• _EXERCISE DETAILS_: Go through the entries below and give the number of lines that have the string "tools", and only that.

• _SUPPLIED MATERIAL_:
▶

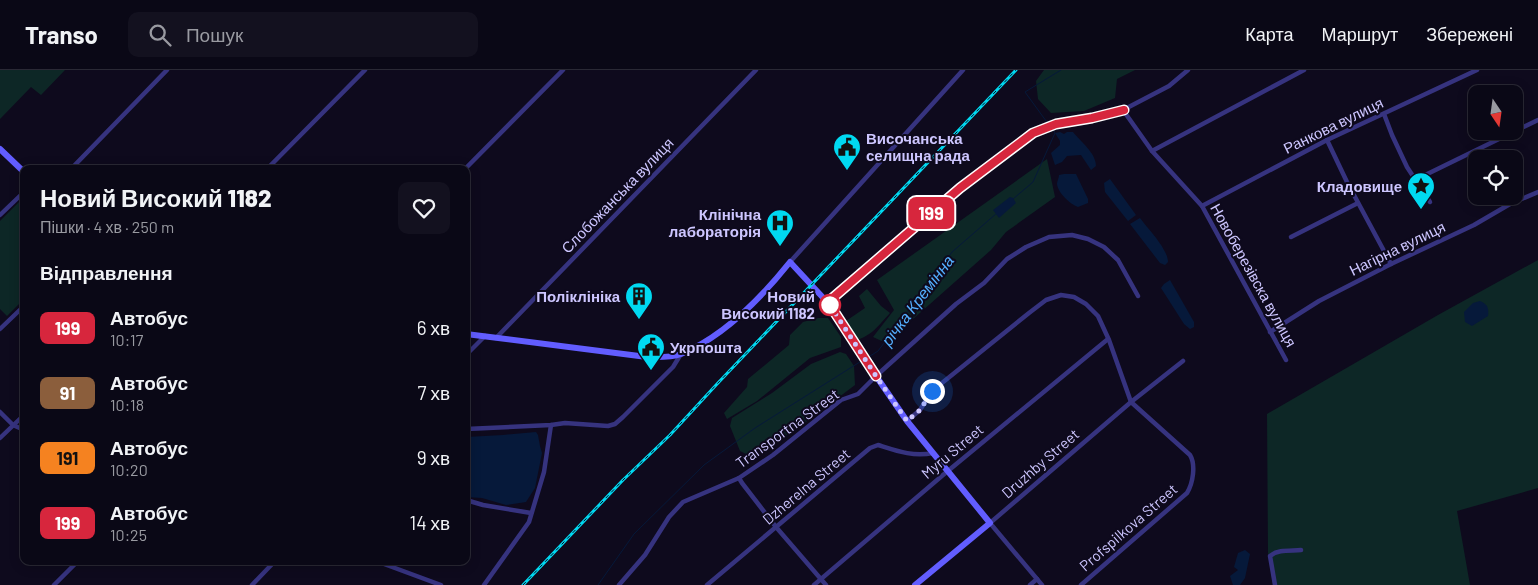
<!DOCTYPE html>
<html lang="uk">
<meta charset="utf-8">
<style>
body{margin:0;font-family:Barlow,sans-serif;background:#13111f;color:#f1f3f6;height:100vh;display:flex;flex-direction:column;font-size:19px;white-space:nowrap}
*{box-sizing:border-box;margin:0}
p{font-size:16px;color:#999aa1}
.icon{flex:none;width:28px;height:28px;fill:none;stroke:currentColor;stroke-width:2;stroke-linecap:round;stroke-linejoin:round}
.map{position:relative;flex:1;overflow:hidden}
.panel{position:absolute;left:20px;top:95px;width:450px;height:400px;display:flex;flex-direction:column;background:#0a0816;border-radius:10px;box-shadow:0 2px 12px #0003,0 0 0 1px #2a2935}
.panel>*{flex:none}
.badge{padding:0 10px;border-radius:8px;font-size:18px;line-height:32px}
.needle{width:32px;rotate:167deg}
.tools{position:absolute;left:1468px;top:15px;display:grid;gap:10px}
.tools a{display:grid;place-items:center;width:55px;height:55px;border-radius:10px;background:#0a0816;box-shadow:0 2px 12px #0003,0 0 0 1px #2a2935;font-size:25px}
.you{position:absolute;width:25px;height:25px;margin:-12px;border:4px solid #fff;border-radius:50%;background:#1a73e8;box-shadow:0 0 0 8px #1a73e833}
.map>.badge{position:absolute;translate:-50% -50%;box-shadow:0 0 0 2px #fff}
h2{padding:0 20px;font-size:19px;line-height:45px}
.round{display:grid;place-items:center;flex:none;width:52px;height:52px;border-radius:10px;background:#13111f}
.head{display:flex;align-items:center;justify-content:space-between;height:85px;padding:0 20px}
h1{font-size:24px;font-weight:800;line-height:38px}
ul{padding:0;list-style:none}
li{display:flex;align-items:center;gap:15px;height:65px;padding:0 20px}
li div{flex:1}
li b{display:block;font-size:19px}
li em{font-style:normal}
li .badge{min-width:55px;font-weight:700;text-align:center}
header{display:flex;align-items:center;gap:30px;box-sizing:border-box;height:70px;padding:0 25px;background:#0a0816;border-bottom:1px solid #2a2935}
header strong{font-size:24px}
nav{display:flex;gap:28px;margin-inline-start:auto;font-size:18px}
.search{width:350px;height:45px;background:#13111f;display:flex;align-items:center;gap:12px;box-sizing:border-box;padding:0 18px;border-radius:10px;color:#999aa1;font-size:19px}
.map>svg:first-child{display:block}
</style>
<header>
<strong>Transo</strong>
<div class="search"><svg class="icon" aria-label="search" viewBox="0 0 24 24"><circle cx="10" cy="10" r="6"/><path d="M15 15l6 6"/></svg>Пошук</div>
<nav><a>Карта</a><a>Маршрут</a><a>Збережені</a></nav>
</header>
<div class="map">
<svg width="1538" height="515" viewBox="0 0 1538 515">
<rect width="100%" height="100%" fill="#0e0a1d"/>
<!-- green -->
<g fill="#0d2726">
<path d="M0,0H65L41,25L31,17L0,49Z"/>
<path d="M1044,0H1135L1117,9L1115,28L1084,41L1051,43L1038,29L1036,11Z"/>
<path d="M1047,89L1055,127L1006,162L991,180L886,273L873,267L894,240L877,210Z"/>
<path d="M24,127V229L7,246L0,239V151Z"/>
<path d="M1538,190V418L1457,441L1470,515H1273L1268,483L1267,344L1438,245Z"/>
<path d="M867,219L881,236L890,243C878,256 871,267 853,271L843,253L865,238L859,226Z"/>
<path d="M818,248H828L841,267V277L810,288L757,331L727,349L724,343L747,317L748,309L789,275L790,265L803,252Z"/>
<path d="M840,282L846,284L854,296L855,315L802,355L757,385H748L740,381L730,356L732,348L772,323L811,294Z"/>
</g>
<!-- water -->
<g fill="#06193a">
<path d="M1060,62L1064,64L1067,62H1073C1081,72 1096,83 1096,96L1091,100L1081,85L1067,86L1062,92L1055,95L1051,83L1060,75V71L1055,63Z"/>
<path d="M1064,104H1076L1088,129V133L1078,137C1070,134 1058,123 1057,114C1057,111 1059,108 1059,105Z"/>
<path d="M1110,109L1136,145L1128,151L1105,122L1104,113Z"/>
<path d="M1010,127L1013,128L1016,133L999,148L993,140Z"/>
<path d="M1140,148C1148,159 1168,179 1168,192L1165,195L1160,193L1130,154Z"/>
<path d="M1170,210L1194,252V257L1190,259L1184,254L1161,218L1164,214Z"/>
<path d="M1480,231C1488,234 1489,239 1488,246L1472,256L1465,252L1464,242L1473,233Z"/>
<path d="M536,362L538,365L540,376L542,383L535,418L526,432L506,435L482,428L466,427V367L503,365Z"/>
<path d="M1245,480L1250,484L1245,508L1240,515H1233L1230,506L1238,500L1234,497L1238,483Z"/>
</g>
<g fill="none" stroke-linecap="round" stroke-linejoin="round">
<!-- stream -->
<g stroke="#06193a" stroke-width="1">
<path d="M1049,55L1025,22L1061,0"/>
<path d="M1013,129L1033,112L1055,63L1052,58"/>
<path d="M867,288L878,281L952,182L997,143"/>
<path d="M598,515L634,464L704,395L755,358L863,290"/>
</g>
<!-- street -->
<g stroke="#36337f" stroke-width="4.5">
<path d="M1123,40L1152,81L1202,136L1286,290"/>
<path d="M1384,44L1392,65L1407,97L1430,132"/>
<path d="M1327,70L1347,112L1391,194"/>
<path d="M1152,81L1304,0"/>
<path d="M71,99L167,0"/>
<path d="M267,99L365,0"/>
<path d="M465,99L563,0"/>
<path d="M1415,110L1538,50"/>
<path d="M1202,136L1327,70L1477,0"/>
<path d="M0,145L24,122"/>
<path d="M1291,167L1358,133"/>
<path d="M790,192L963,0"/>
<path d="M828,233L960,118L1033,63L1056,54L1093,48L1123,40L1169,16L1188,0"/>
<path d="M0,259L24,236"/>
<path d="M1270,262L1319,231L1391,194L1474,155L1510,134L1538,122"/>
<path d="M496,268L756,0"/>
<path d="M466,285L485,266"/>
<path d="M0,342L13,355L24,360"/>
<path d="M907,351L920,340L932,321L1029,243L1046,230L1061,225L1074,227L1086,234L1098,246L1109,270L1131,332L1190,385C1196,395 1193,413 1187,423L1081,515"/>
<path d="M466,359L551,355L565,353L608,356L615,354L623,347L673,297L681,284"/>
<path d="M0,368L24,345"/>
<path d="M739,408L742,413L776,457L826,515"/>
<path d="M466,430L483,435L531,443"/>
<path d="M376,491L441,515"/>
<path d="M54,515L78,491"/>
<path d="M252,515L275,491"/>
<path d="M484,515L529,452L544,402L551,355"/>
<path d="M619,515L645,485L669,447L683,432L739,408L773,385L841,330L858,324L876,306L956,234L984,213L1007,189L1026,177L1049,167L1072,165L1088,169L1104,177L1118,190L1138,226"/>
<path d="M707,515L870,378L878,375C897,381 913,387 933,383"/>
<path d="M814,515L943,405L1108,269"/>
<path d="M1030,515L1037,509"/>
<path d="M1042,515L990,453L1131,332L1183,291"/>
<path d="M1275,515L1270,486C1278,479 1291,481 1301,480"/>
</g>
<!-- secondary -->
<g stroke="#625dff" stroke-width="6">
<path d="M0,79L24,102"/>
<path d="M466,264L647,287C658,287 670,288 681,284C723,267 762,227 790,192L828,233L876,306L907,351L990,453L915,515"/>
</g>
<!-- rail casing -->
<g stroke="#00d9f1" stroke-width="3">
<path id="rail" d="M523,515L623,410L670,365L717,314L1016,0"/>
</g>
<!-- rail -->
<use href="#rail" stroke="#0e0a1d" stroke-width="1" stroke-dasharray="4" stroke-linecap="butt"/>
</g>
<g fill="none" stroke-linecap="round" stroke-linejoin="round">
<!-- line casing -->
<g stroke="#fff" stroke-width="11">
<path id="line" d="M876,306L828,232L960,118L1033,63L1056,54L1092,48L1124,40"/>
</g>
<!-- line -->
<use href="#line" stroke="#d7263d" stroke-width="8"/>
<!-- walk -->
<path stroke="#cdc6ff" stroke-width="5" stroke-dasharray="0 9" d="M830,235L828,232L876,306L907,351L920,340L932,321"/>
</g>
<!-- icons -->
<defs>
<g id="civic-pin" transform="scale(1.4375)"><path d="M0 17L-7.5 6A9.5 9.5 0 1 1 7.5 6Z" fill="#00d9f1" stroke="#0e0a1d"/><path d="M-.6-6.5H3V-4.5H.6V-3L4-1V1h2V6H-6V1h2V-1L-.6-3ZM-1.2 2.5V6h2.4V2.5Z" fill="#111"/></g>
<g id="sight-pin" transform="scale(1.4375)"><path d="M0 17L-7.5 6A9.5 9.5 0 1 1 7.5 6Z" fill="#00d9f1" stroke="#0e0a1d"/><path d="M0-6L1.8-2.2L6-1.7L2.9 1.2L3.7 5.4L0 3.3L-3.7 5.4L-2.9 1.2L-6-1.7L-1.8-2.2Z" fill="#111"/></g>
<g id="hospital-pin" transform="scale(1.4375)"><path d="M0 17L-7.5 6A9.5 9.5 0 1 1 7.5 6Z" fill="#00d9f1" stroke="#0e0a1d"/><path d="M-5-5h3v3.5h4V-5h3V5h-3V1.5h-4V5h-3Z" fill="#111"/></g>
<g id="building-pin" transform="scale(1.4375)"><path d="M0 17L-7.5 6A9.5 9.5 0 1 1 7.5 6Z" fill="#00d9f1" stroke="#0e0a1d"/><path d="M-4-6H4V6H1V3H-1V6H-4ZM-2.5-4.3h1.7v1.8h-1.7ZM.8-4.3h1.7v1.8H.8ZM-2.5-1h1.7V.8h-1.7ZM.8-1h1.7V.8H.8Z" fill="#111"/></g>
</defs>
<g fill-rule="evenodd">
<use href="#civic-pin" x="847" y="77"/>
<use href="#sight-pin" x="1421" y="116"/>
<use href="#hospital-pin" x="780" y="153"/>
<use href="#building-pin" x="639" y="226"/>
<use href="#civic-pin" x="651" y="277"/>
</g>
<!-- markers -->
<circle fill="#fff" stroke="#d7263d" stroke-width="2.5" cx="830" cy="235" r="10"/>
<g text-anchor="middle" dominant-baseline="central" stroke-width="4" stroke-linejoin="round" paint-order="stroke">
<!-- street labels -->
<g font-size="15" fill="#cdc6ff" stroke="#0e0a1d">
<text transform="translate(1333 55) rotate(-26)">Ранкова вулиця</text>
<text transform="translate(617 125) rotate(-46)">Слобожанська вулиця</text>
<text transform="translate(1397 178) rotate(-26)">Нагірна вулиця</text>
<text transform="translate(1254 205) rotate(61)">Новоберезівска вулиця</text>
<text transform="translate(787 358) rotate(-36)">Transportna Street</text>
<text transform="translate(952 381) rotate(-40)">Myru Street</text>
<text transform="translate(1040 393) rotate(-41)">Druzhby Street</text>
<text transform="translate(806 416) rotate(-40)">Dzherelna Street</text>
<text transform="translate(1128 457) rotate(-41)">Profspilkova Street</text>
</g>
<!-- poi labels -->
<g font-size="15" font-weight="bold" fill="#cdc6ff" stroke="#0e0a1d" text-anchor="end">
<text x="866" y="68" text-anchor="start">Височанська<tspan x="866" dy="17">селищна рада</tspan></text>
<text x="1402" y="116">Кладовище</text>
<text x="761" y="144">Клінічна<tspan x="761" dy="17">лабораторія</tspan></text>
<text x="620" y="226">Поліклініка</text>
<text x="670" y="277" text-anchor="start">Укрпошта</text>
</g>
<!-- stop labels -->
<g font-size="15" font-weight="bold" fill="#cdc6ff" stroke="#0e0a1d" text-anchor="end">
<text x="815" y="226">Новий<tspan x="815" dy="17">Високий 1182</tspan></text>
</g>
<!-- water labels -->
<g font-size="16" font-style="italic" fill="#54afff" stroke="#0e0a1d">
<text transform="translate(917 230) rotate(-53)">річка Кремінна</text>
</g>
</g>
</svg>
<div class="tools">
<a><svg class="needle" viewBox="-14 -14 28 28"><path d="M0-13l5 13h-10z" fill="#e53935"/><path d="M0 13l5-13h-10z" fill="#999aa1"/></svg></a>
<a><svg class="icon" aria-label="locate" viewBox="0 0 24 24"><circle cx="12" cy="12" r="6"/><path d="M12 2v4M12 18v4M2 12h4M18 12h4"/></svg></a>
</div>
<div class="you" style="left:932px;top:321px"></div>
<b class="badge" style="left:931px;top:143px;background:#d7263d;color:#fff">199</b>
<section class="panel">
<div class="head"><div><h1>Новий Високий 1182</h1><p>Пішки · 4 хв · 250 m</p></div><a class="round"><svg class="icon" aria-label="heart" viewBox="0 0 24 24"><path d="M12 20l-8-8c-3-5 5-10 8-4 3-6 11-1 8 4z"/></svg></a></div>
<h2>Відправлення</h2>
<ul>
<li><span class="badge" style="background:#d7263d;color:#fff">199</span><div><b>Автобус</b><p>10:17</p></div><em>6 хв</em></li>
<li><span class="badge" style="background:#8b5e3c;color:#fff">91</span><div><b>Автобус</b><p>10:18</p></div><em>7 хв</em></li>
<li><span class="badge" style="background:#f58220;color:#111">191</span><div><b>Автобус</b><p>10:20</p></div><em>9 хв</em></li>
<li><span class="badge" style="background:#d7263d;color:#fff">199</span><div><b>Автобус</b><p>10:25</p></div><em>14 хв</em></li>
</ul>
</section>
</div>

◀

• _SOLUTION FOR THIS EXERCISE_: 3